Thomas Fatheuer über Grüne Ökonomie

Der Sozialwissenschaftler Thomas Fatheuer hat im Antikriegshaus Sievershausen den zweiten Teil der Veranstaltungsreihe „wie wollen wir leben?“ mit einem Vortrag über die Grüne Ökonomie eröffnet. Ausgehend von der schon fast allgemein anerkannten Feststellung „business as usual ist keine Option“, zeigte er auf, was auch die Verfechter der Grünen Ökonomie umtreibt: Je länger wir an dem derzeitigen fossilen Modell der Industriegesellschaft festhalten, desto höher werden später die Kosten sein. Auch der Wissenschaftlicher Beirat der Bundesregierung Globale Umweltveränderungen spricht in seinen Veröffentlichungen von der Transformation zur Nachhaltigkeit, an der Politik und Gesellschaft arbeiten müssen. Dazu gehört z.B. das zweite-Ziel: die globale Erwärmung auf weniger als zwei Grad Celsius gegenüber dem Niveau vor Beginn der Industrialisierung zu begrenzen.

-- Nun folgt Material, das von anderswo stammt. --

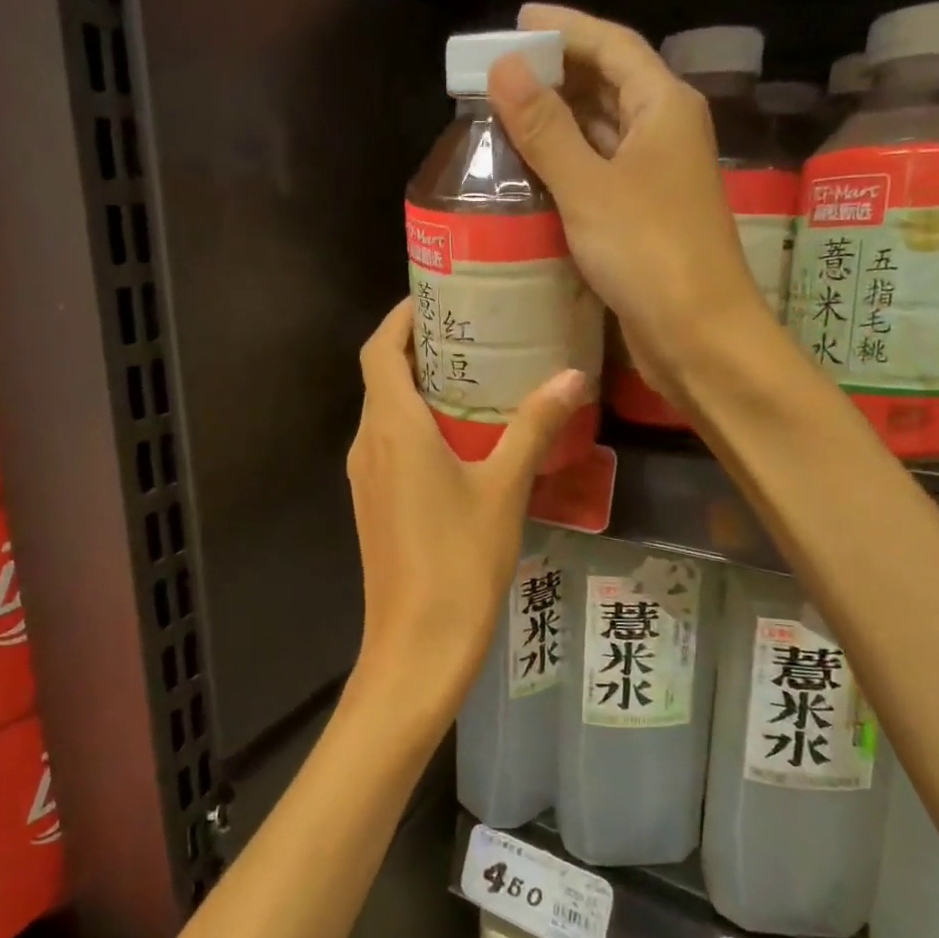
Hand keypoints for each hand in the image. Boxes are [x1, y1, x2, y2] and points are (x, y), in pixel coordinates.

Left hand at [345, 299, 585, 731]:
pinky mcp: (374, 503)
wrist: (417, 643)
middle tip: (474, 329)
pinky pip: (390, 444)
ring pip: (385, 411)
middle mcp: (368, 443)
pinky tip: (462, 436)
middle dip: (419, 346)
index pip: (380, 348)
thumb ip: (534, 426)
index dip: (402, 316)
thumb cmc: (459, 560)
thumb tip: (573, 377)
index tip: (439, 294)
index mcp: (392, 427)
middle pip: (382, 375)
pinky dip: (417, 423)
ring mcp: (366, 476)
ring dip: (420, 386)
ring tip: (475, 373)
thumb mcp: (505, 488)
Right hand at [486, 3, 775, 406]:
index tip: (518, 19)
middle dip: (557, 73)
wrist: (697, 334)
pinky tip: (531, 173)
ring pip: (602, 133)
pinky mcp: (643, 218)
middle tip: (499, 71)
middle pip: (608, 84)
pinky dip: (566, 166)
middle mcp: (665, 133)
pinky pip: (599, 175)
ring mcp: (656, 178)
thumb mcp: (589, 186)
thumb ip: (546, 128)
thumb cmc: (649, 252)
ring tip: (504, 115)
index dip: (565, 27)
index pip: (611, 45)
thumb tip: (504, 66)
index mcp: (663, 107)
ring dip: (558, 122)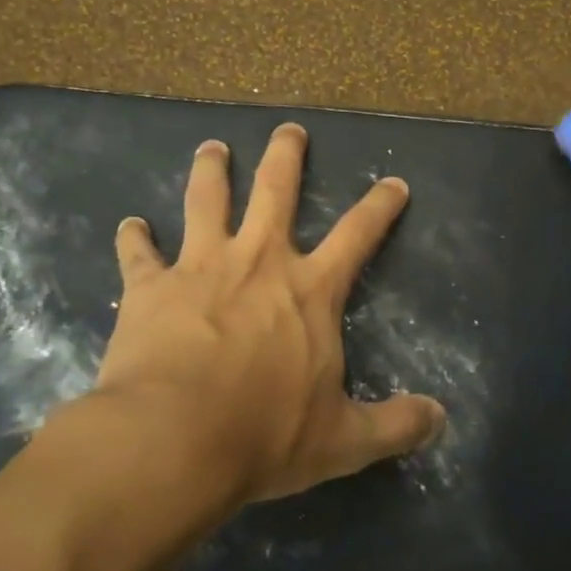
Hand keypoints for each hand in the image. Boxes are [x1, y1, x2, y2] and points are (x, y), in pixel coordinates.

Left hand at [92, 122, 444, 503]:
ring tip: (212, 148)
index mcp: (310, 290)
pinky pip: (138, 252)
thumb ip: (395, 425)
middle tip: (288, 129)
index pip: (358, 234)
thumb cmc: (264, 436)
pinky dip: (133, 237)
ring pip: (206, 200)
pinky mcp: (149, 287)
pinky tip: (130, 225)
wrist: (173, 441)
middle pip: (276, 190)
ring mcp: (200, 267)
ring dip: (211, 170)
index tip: (393, 182)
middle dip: (285, 155)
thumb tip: (441, 420)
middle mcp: (258, 261)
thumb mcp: (343, 441)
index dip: (380, 206)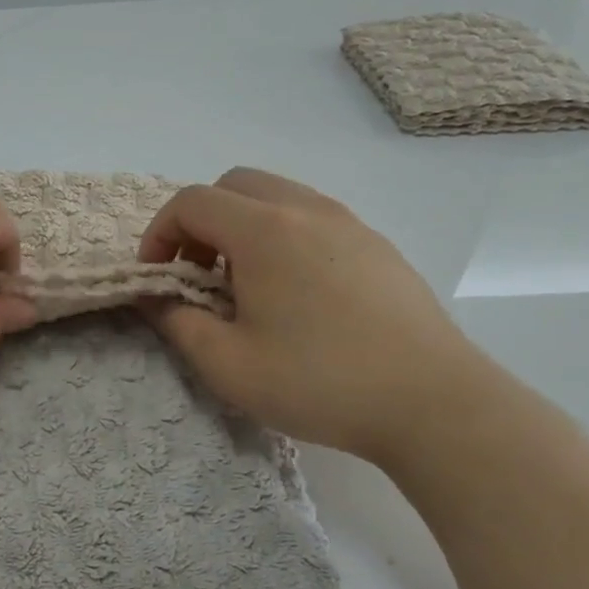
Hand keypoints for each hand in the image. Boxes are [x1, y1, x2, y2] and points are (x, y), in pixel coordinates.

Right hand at [138, 167, 492, 464]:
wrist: (433, 403)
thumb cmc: (319, 382)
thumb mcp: (227, 365)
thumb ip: (176, 322)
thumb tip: (155, 297)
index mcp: (265, 231)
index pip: (192, 202)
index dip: (159, 234)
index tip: (156, 278)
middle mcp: (306, 210)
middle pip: (234, 185)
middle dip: (200, 222)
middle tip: (197, 273)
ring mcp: (349, 223)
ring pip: (277, 197)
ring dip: (242, 227)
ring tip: (244, 284)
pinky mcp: (378, 246)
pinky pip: (313, 218)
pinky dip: (283, 236)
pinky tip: (294, 293)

Um dies zu erreichen, müssen die weltweiten Treibhausgas-Emissionen bis 2050 um mindestens 50 % sinken, in den Industrieländern um 80-95 % (jeweils gegenüber 1990). Auch in anderen Bereichen wie der Bodennutzung oder der Ozeanversauerung werden solche „Leitplanken“ definiert. Eine gewaltige Aufgabe.

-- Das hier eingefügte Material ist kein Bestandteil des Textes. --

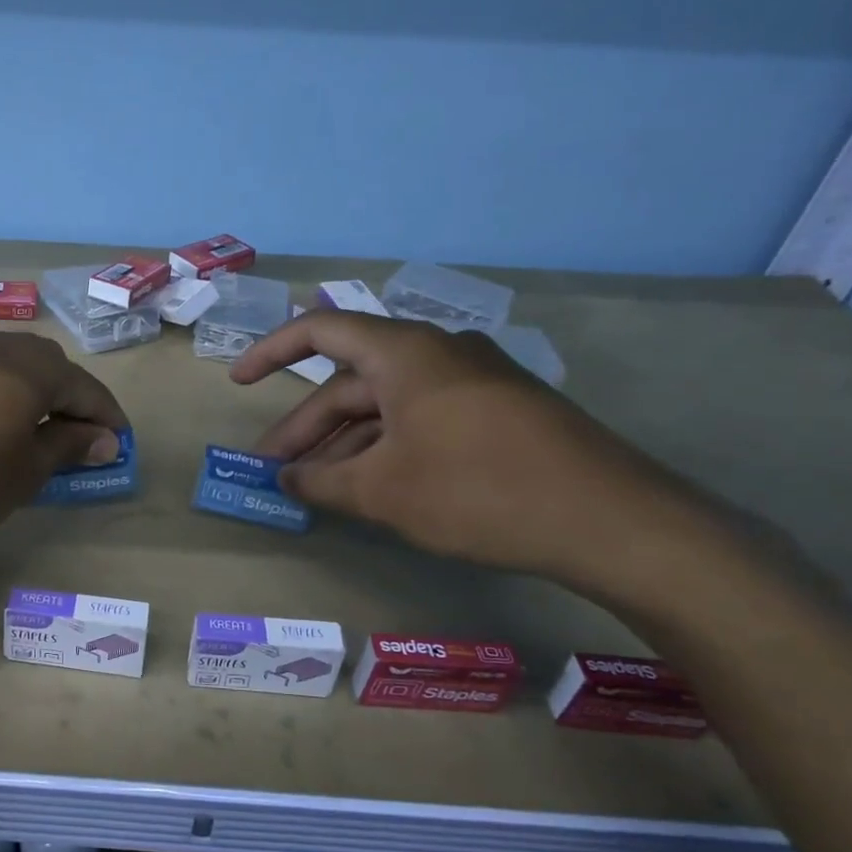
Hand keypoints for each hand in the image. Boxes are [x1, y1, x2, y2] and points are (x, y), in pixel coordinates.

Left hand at [0, 327, 128, 552]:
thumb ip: (66, 448)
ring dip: (25, 396)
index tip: (117, 444)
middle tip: (75, 439)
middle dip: (66, 401)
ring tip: (27, 433)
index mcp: (31, 367)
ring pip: (4, 368)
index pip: (84, 387)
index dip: (105, 417)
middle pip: (46, 368)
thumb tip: (101, 438)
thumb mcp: (22, 473)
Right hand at [231, 312, 716, 593]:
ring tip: (316, 487)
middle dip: (307, 426)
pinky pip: (422, 418)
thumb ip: (321, 481)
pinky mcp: (499, 412)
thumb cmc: (479, 492)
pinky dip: (387, 446)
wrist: (613, 522)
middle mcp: (438, 353)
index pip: (320, 330)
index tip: (238, 383)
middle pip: (352, 380)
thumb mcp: (384, 491)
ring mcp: (474, 382)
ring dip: (346, 442)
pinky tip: (372, 485)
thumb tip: (285, 479)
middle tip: (275, 470)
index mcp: (405, 353)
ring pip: (387, 404)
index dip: (271, 352)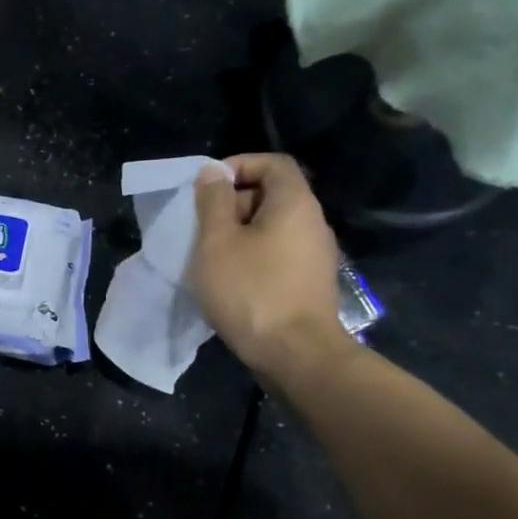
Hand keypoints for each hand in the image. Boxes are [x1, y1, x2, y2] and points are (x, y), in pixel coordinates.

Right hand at [190, 153, 354, 382]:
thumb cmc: (251, 290)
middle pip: (273, 194)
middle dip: (234, 202)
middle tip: (202, 226)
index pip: (273, 163)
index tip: (207, 187)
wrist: (296, 355)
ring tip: (210, 256)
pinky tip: (230, 280)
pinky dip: (252, 255)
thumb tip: (213, 172)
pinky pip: (278, 253)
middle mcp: (312, 222)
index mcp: (294, 203)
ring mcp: (315, 255)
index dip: (239, 165)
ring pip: (273, 227)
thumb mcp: (217, 242)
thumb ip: (214, 202)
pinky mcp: (309, 282)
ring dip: (239, 233)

Die Grüne Ökonomie aber sieht realistische Chancen, diese Ziele mithilfe Grüner Technologie zu erreichen. Diese hilft z.B., durch Effizienzgewinne den Energieverbrauch immer weiter zu reduzieren. Die ersten Erfolge sind u.a. in der Energiewende zu sehen, aber die Transformation zur Nachhaltigkeit, vor der Politik und Gesellschaft stehen, steht noch ganz am Anfang.

Fatheuer zeigte auf, dass der optimistische Glaube an Innovation und grünes Wachstum, der die grüne Ökonomie prägt, nicht ausreicht. Innovationen sind wichtig, aber nicht das Allheilmittel. Es gilt ebenso, beim Lebensstil anzusetzen. Er erläuterte an praktischen Beispielen, wie der sog. Rebound-Effekt Effizienzgewinne wieder zunichte macht. So haben zwar unsere Wohnungen durch bessere Dämmung einen geringeren Wärmebedarf pro Quadratmeter, der pro-Kopf-Bedarf aber bleibt gleich oder steigt sogar, weil wir uns größere Wohnungen leisten. Ähnliches lässt sich beim Auto oder bei Elektrogeräten im Haushalt beobachten.

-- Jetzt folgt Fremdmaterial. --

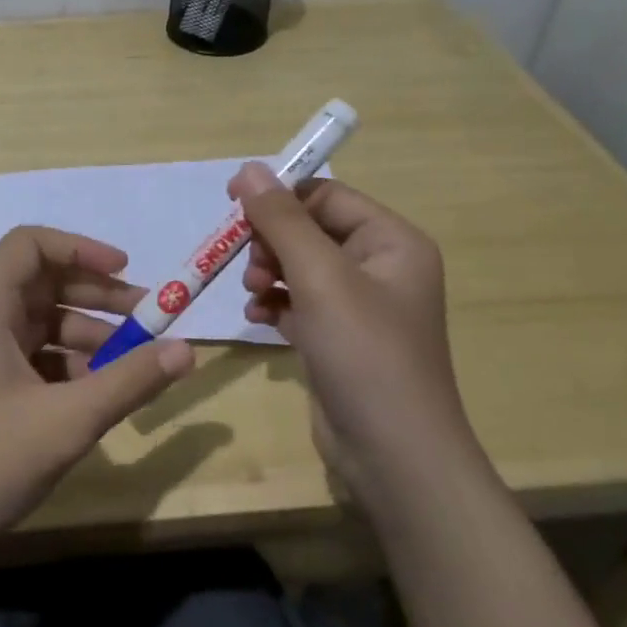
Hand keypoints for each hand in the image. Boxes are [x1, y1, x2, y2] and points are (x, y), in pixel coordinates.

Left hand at [0, 226, 193, 561]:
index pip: (31, 245)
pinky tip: (97, 394)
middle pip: (43, 283)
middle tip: (148, 316)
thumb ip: (130, 381)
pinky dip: (68, 365)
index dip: (80, 248)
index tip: (126, 270)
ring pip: (41, 323)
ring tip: (132, 363)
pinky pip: (33, 357)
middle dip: (97, 295)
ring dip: (88, 335)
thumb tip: (187, 350)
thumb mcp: (68, 420)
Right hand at [226, 161, 475, 495]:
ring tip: (252, 294)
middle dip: (271, 241)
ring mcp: (359, 306)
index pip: (326, 196)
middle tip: (248, 266)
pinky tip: (257, 318)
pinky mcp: (338, 338)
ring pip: (298, 266)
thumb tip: (249, 169)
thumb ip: (281, 220)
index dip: (279, 197)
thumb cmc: (364, 353)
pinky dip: (274, 303)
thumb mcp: (320, 277)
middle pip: (309, 229)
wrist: (393, 456)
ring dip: (267, 272)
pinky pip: (298, 302)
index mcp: (391, 242)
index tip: (232, 205)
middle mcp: (380, 267)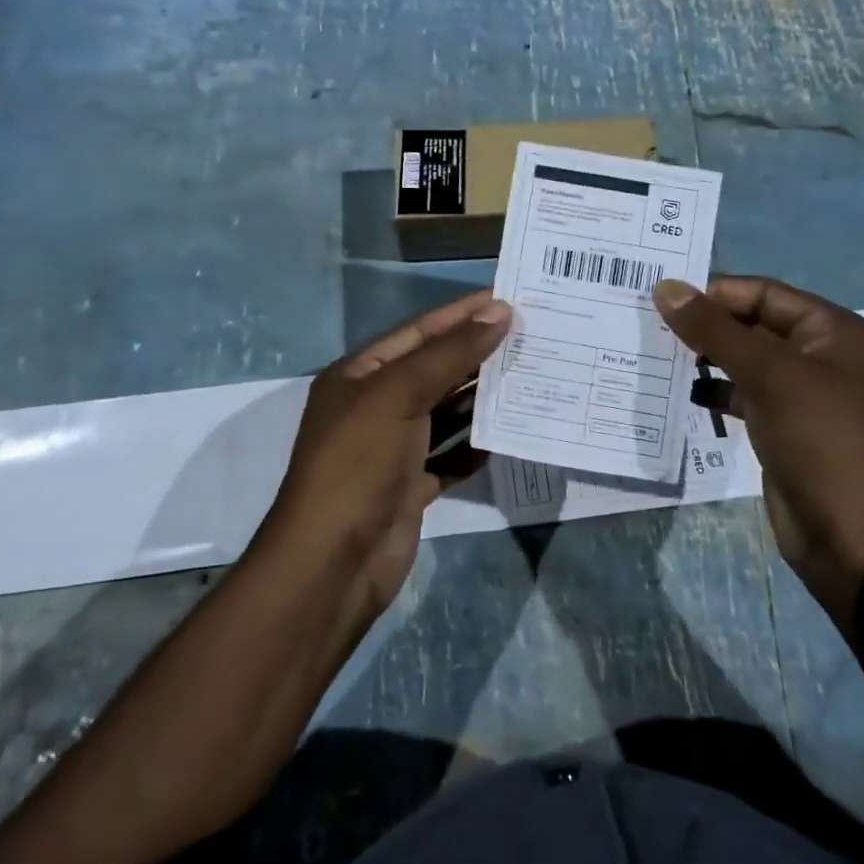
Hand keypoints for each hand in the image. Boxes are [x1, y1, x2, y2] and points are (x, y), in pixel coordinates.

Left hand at [262, 290, 511, 607]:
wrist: (333, 564)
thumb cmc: (359, 463)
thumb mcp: (399, 396)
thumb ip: (450, 354)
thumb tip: (499, 313)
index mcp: (361, 375)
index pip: (419, 332)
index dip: (461, 314)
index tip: (507, 299)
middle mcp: (375, 406)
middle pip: (434, 369)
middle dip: (477, 354)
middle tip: (530, 338)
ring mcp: (393, 448)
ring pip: (445, 413)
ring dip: (480, 399)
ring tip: (528, 379)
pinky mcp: (411, 486)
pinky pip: (450, 456)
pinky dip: (474, 447)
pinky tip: (504, 436)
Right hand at [653, 277, 863, 599]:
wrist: (849, 538)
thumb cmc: (818, 441)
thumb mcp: (767, 376)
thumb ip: (714, 330)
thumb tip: (665, 287)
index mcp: (834, 331)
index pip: (766, 294)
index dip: (717, 293)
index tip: (665, 299)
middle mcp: (823, 355)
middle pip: (756, 324)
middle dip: (709, 325)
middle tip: (654, 324)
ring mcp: (805, 393)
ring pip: (747, 359)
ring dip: (709, 356)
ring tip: (661, 354)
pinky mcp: (786, 425)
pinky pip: (746, 393)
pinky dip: (718, 390)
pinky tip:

Auch können „grüne Innovationen“ durchaus auf falsche Wege führen. Das passierte bspw. mit der Förderung von Energiepflanzen, die helfen sollten, Erdöl zu ersetzen. Fatheuer, der lange Jahre in Brasilien lebte, wusste von den Zerstörungen zu berichten, die diese Strategie in Ländern wie Brasilien oder Indonesien angerichtet hat, wo in großem Ausmaß Palmöl oder Zuckerrohr zur Energiegewinnung angebaut werden und damit nicht nur Regenwald, sondern auch die Existenzgrundlage von vielen Kleinbauern vernichtet wird. Die Konkurrenzsituation zum Nahrungsanbau muss also immer mitgedacht werden.

Fatheuer kritisierte aber auch, dass sich die Politik hauptsächlich auf das CO²-Problem konzentriert. Die planetarischen Grenzen der Stabilität werden aber ebenfalls beim Artensterben und beim Stickstoffkreislauf überschritten, die noch zu wenig im Blickfeld sind. Und beim Klimaschutz gibt es die fatale Tendenz, sich freizukaufen, sei es im industriellen Bereich durch den Emissionshandel oder im privaten Bereich durch CO²-Zertifikate. So wird das eigene ökologisch schädliche Verhalten nicht verändert, sondern durch Geldzahlungen ausgeglichen (moderner Ablasshandel), und darauf vertraut, dass anderswo die Transformation zur Nachhaltigkeit stattfindet.

Die nachfolgende sehr lebhafte Diskussion zeigte, dass den ZuhörerInnen schon sehr bewusst ist, dass es auf eine Änderung des eigenen Lebensstils ankommt und das Motto des Abends „business as usual ist keine Option“ durchaus in der eigenen Lebenspraxis unterstützt wird.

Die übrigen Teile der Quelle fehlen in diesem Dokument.